Ms. November

Accordionista Tara Linda plus Barry the Fish, The Dirty Dozen and dueling tributes

(Aug. 12, 2010)  Late last year I got an email from Oakland-based accordionista Tara Linda. She was coming up to Humboldt to visit and although she did not have any gigs lined up, she wondered if I might know how she could get on the radio. By chance, she was coming on a Wednesday, the day when my good friend Vinnie Devaney has his Fogou show on KHSU. (He refers to me as his co-producer since I regularly supply him with music for the show.) He’s always happy to have a studio guest so I brought Tara up to the station to play a few songs on her button accordion and baritone ukulele. (She’s a fine songwriter with a strong but sultry voice and true presence.) We talked a bit about her Texas roots and her local history and she left me with a couple of her early CDs and the “West Coast Accordion Babes Pin-Up Calendar” (she’s Ms. November).

It was a return to Humboldt for Tara, who got her graduate degree in fisheries at HSU (she was then known as Linda Rao). As a grad student she had little time for music aside from a drum class with Eugene Novotny. She went on to use her degree to land fisheries-related jobs in Sacramento and elsewhere, but eventually, as she put it, “The calling of music took over.”

Tara Linda PHOTO BY BOB DORAN
GALLERY >

Tara’s music background included playing drums in punk bands in Texas where she grew up. “And I played drums in power pop bands for years,” she recalled, “then I started hearing these waltzes in my head. I needed an accordion to play them. I’d heard Tex-Mex back in Austin — when I started playing accordion I got back into my roots — got into Flaco Jiménez and others like him — and expanded my musical horizons.”

When she visited last year, she was putting the finishing touches on a new album, Tortilla Western Serenade.Now that it’s out, she’s bringing her accordion back to Humboldt to celebrate. “Tortilla Western is a cross between spaghetti western music from the movies, rock and Tex-Mex,” she explained. “For me boleros, tangos, rancheras and waltzes are a natural soundscape embodying the Wild West with tremolo guitar, accordion and Latin drums. It was music I wasn’t hearing elsewhere — I had to create it. The songs are about the West: ghost towns, missions, the landscape from California to Texas.”

Tara Linda plays a Hohner button accordion and has an endorsement deal with the company. That led to an opportunity to interface with one of her heroes: “Hohner liked what I was doing, so they arranged to have Flaco appear on three songs. [He’s another Hohner endorsee.] It was an amazing experience.”

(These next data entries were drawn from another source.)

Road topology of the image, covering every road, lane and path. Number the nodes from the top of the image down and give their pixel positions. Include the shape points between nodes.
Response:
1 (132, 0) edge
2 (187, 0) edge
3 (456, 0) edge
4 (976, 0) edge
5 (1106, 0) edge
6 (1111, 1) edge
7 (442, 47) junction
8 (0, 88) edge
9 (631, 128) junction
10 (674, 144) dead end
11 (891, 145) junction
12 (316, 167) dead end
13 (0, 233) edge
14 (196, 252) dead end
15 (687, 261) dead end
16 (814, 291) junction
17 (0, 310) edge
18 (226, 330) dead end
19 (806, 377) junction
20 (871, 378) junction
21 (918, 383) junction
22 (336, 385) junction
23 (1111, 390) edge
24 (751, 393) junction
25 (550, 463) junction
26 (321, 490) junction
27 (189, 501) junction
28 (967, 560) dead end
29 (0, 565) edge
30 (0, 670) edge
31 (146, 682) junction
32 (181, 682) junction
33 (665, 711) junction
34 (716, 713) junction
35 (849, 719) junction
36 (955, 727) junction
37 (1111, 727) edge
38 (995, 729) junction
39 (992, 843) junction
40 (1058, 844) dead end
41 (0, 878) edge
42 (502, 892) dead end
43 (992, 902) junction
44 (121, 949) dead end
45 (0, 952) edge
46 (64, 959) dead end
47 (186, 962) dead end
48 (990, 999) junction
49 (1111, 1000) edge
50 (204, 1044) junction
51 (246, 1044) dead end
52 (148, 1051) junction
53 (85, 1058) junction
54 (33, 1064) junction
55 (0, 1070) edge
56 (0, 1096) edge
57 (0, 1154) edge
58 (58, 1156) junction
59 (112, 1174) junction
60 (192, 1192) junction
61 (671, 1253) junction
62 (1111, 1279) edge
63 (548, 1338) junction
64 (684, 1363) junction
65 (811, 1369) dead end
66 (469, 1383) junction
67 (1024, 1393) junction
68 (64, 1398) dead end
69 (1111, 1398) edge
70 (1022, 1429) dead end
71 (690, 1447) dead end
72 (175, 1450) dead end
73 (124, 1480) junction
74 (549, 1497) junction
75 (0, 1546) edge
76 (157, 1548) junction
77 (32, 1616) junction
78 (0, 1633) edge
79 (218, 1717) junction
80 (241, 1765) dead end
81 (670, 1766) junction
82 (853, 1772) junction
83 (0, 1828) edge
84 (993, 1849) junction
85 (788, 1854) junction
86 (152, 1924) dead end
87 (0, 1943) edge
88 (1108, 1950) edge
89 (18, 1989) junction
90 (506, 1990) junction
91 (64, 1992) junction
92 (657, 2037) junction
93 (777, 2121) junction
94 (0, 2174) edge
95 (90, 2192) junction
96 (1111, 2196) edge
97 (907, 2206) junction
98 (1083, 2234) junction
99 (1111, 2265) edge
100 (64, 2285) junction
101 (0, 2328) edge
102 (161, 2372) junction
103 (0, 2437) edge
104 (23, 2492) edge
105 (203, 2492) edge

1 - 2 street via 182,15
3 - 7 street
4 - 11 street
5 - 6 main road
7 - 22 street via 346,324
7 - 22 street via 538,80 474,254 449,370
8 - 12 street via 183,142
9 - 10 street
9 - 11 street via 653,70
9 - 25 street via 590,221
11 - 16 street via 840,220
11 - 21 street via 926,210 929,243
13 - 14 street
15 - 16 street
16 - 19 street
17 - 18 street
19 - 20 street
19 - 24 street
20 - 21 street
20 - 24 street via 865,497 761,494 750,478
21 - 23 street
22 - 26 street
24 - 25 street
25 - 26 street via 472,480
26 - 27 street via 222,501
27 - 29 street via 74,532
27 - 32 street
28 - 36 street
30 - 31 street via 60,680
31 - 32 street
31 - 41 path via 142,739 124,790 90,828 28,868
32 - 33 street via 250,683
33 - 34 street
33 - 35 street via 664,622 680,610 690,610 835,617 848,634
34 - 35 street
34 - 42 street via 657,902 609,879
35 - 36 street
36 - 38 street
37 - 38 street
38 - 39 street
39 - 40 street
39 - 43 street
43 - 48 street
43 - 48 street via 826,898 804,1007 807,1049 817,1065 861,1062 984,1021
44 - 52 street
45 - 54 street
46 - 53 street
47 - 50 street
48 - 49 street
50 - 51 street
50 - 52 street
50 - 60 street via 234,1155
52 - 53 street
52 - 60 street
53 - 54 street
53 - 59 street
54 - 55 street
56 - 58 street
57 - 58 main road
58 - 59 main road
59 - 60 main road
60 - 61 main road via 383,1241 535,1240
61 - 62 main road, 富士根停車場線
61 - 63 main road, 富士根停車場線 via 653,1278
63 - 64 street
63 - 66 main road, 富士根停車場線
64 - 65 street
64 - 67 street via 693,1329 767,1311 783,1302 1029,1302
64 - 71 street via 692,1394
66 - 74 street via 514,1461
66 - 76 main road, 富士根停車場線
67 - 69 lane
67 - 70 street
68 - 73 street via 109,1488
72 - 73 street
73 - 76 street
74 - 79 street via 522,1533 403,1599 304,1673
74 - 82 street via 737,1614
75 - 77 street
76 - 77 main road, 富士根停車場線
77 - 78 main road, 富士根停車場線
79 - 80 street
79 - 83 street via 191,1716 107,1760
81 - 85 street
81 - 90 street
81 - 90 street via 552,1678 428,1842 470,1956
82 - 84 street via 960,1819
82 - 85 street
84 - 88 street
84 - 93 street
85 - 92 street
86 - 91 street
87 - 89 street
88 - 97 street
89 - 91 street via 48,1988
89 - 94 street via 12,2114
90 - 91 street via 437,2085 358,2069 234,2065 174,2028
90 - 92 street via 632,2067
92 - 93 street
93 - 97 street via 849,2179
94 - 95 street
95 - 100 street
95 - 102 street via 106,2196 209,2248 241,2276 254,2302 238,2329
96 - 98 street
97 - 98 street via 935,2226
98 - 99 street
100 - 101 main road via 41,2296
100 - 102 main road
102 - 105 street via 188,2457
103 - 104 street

Tara’s Tortilla Western tour is with a band she calls The Gila Men with guitarist Az Samad (who just played at Westhaven Center for the Arts) and Raphael Herrera on drums and percussion. Tara takes the lead on accordion, baritone uke and bass. You can hear her Thursday evening at Persimmons Garden Gallery, or on Friday morning on KMUD, where she’ll help with the Fun Drive giving away CDs and Accordion Babes calendars on Brian’s World between 10 and noon. Saturday night she brings her band to the Arcata Playhouse.

Some time earlier this summer I got a Facebook invite from Absynth Quintet for a gig in Berkeley where they opened for the Cleanliness and Godliness Skiffle Band, a resurrected hippie stringband with roots in the ’60s. Surfing the Web for info on that band, I came across a site called Chicken on a Unicycle, a massive archive focused on the Bay Area music scene of that era. It has a collection of band family trees including one showing the connections between Cleanliness and Godliness and Country Joe and The Fish, an infamous Berkeley band founded in 1965 that included Barry Melton on guitar. The Chicken/Unicycle tree ends in 1970. If it extended a few more decades it would show that Barry, now a retired public defender, still identifies as “The Fish” and still plays psychedelic rock. Fresh from a European tour with members of It’s a Beautiful Day, Barry’s headed our way with an all-star band that includes Lowell “Banana” Levinger III from The Youngbloods on keyboards and guitars, Peter Albin from Big Brother and the Holding Company on bass and Roy Blumenfeld from The Blues Project and Seatrain on drums. Oh, how the branches intertwine. Barry and friends play Saturday night at the Riverwood Inn, then on Sunday afternoon at The Peg House in another of those benefits for SoHum/Leggett high school music programs. 

When a group of musicians joined forces in New Orleans in 1977 as The Dirty Dozen Social and Pleasure Club, they revitalized the second line brass band tradition of the Crescent City, spinning it in a new direction by adding funk and bebop elements. Before long they refined the name to The Dirty Dozen Brass Band and became a local, then international institution. Three decades later they’re still playing funky music on trumpets, trombones, tuba, etc. and they still sound great. See for yourself Monday, Aug. 16, when DDBB hits the Red Fox Tavern for a Passion Presents show.